Hostname "10.12.49.63"
FQDNLookup false
#Timeout needs to be high otherwise we can
#cause a invalidation storm on large # of tables
Interval 10
Timeout 10
ReadThreads 5
WriteThreads 5
WriteQueueLimitHigh 500000
WriteQueueLimitLow 500000
CollectInternalStats true
LoadPlugin logfile
<Plugin "logfile">
File "/app/cassandra/current/bin/../logs/cassandra-collectd.log"
LogLevel "debug"
</Plugin>
LoadPlugin write_scribe
<Plugin "write_scribe">
ConfigFile "/tmp/mcac-collectd-scribe-5715359051930293352.conf"
<File "/app/cassandra/current/bin/../logs/cassandra-collectd.log">
Instance "collectd.log"
</File>
SocketFile "/tmp/ds-288985274633111343.sock"
</Plugin>
LoadPlugin write_prometheus
<Plugin write_prometheus>
Port "9103"
</Plugin>
LoadPlugin cpu
LoadPlugin df
<Plugin df>
FsType "ext3"
FsType "ext4"
FsType "xfs"
FsType "zfs"
IgnoreSelected False
</Plugin>
LoadPlugin vmem
LoadPlugin numa
LoadPlugin contextswitch
LoadPlugin cpufreq
LoadPlugin irq
LoadPlugin protocols
LoadPlugin ethstat
LoadPlugin disk
<Plugin "disk">
Disk "/^loop\d+$/"
Disk "/^dm-\d+$/"
IgnoreSelected "true"
</Plugin>
LoadPlugin interface
<Plugin "interface">
Interface "/^lo\d*$/"
Interface "/^docker.*/"
Interface "/^t(un|ap)\d*$/"
Interface "/^veth.*$/"
IgnoreSelected "true"
</Plugin>
LoadPlugin load
LoadPlugin memory
LoadPlugin swap
LoadPlugin uptime
LoadPlugin processes
LoadPlugin tcpconns
<Plugin "processes">
ProcessMatch "all" ".*"
</Plugin>
<Plugin "tcpconns">
ListeningPorts true
</Plugin>
LoadPlugin match_regex
LoadPlugin target_set
LoadPlugin target_replace
PreCacheChain "PreCache"
<Chain "PreCache">
# <Rule "add_topology_tags">
# <Match regex>
# Plugin ".*" #Match all
# </Match>
# <Target "set">
# MetaData "cluster" "pcleeperf-stg"
# MetaData "dc" "westus"
# MetaData "rack" "2"
# </Target>
# </Rule>
<Rule "add_series_tag">
<Match regex>
Plugin "^(cpu|interfaces|disk)$"
</Match>
<Target "set">
MetaData "insight_series" "1"
</Target>
</Rule>
</Chain>
Include "/etc/cassandra/collectd/*.conf"
Include "/home/cassandra/datastax-mcac-agent-0.1.2/lib/collectd/etc/collectd/*.conf"
I'm wondering if there's a problem with duplicate metadata names but for some reason I can't reproduce this.

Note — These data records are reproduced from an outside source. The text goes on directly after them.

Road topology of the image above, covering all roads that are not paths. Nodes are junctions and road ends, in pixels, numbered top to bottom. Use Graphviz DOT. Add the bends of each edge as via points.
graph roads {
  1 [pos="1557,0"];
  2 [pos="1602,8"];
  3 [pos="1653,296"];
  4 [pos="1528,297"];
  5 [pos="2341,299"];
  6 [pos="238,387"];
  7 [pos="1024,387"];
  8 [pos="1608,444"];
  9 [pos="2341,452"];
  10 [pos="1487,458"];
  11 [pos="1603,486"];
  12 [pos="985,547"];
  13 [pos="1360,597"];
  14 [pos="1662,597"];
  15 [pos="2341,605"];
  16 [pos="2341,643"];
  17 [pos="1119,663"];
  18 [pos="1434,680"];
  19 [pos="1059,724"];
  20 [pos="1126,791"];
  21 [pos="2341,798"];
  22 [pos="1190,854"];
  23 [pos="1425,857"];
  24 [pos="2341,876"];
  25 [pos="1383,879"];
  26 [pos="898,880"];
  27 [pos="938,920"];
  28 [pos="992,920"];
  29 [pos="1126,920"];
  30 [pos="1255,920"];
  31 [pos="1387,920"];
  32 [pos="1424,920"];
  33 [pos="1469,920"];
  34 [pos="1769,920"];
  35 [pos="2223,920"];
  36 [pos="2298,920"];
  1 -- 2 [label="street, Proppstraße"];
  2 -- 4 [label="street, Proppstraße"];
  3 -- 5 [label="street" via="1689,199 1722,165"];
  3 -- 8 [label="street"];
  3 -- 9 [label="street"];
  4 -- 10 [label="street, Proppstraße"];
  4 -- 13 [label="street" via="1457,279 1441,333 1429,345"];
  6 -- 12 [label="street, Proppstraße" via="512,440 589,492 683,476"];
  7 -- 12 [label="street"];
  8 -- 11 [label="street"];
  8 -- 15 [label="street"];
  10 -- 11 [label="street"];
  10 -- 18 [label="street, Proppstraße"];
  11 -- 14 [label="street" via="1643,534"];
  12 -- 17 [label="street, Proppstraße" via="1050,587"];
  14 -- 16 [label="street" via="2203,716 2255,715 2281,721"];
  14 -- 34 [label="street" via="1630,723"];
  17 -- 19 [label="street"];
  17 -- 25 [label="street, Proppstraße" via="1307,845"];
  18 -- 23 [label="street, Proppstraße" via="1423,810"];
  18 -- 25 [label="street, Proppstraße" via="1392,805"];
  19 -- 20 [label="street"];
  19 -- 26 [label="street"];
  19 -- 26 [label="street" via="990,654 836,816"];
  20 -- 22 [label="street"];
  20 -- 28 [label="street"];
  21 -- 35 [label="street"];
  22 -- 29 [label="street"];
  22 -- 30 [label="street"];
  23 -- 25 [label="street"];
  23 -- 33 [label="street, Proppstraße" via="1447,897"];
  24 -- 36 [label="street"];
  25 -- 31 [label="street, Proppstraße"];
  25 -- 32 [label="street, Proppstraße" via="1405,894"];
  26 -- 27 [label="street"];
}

Could you try changing that metadata in the template and change the names from cluster -> cluster1 dc -> dc1 rack -> rack1
Also a core dump if you can get one would help!
ok, i tried what you mentioned above and still same thing. what i'm doing is trying to break things down to figure out what actually causes it. i was able to spin up a plan centos 7.5 vm and just lay the tarball down and the agent and just start it with no problem, metrics work and all. but i've tried to install this exporter on a few different test clusters i have and all have this same problem. so i'm not sure if it's with how i have some things setup when my automation installs cassandra or some other package etc.. so i'll spend some time trying to break that down and see if i can find out what causes it to see how i may be able to have steps to reproduce it. i'll see if i can get a dump also.
Thanks so much
seems like it's a ulimit setting that causes it to crash, we have a set of settings we always typically apply and it looks like the one that causes the problem is
* - stack unlimited
if i remove this everything works fine.
Fantastic detective work! I'll repro and find the bug.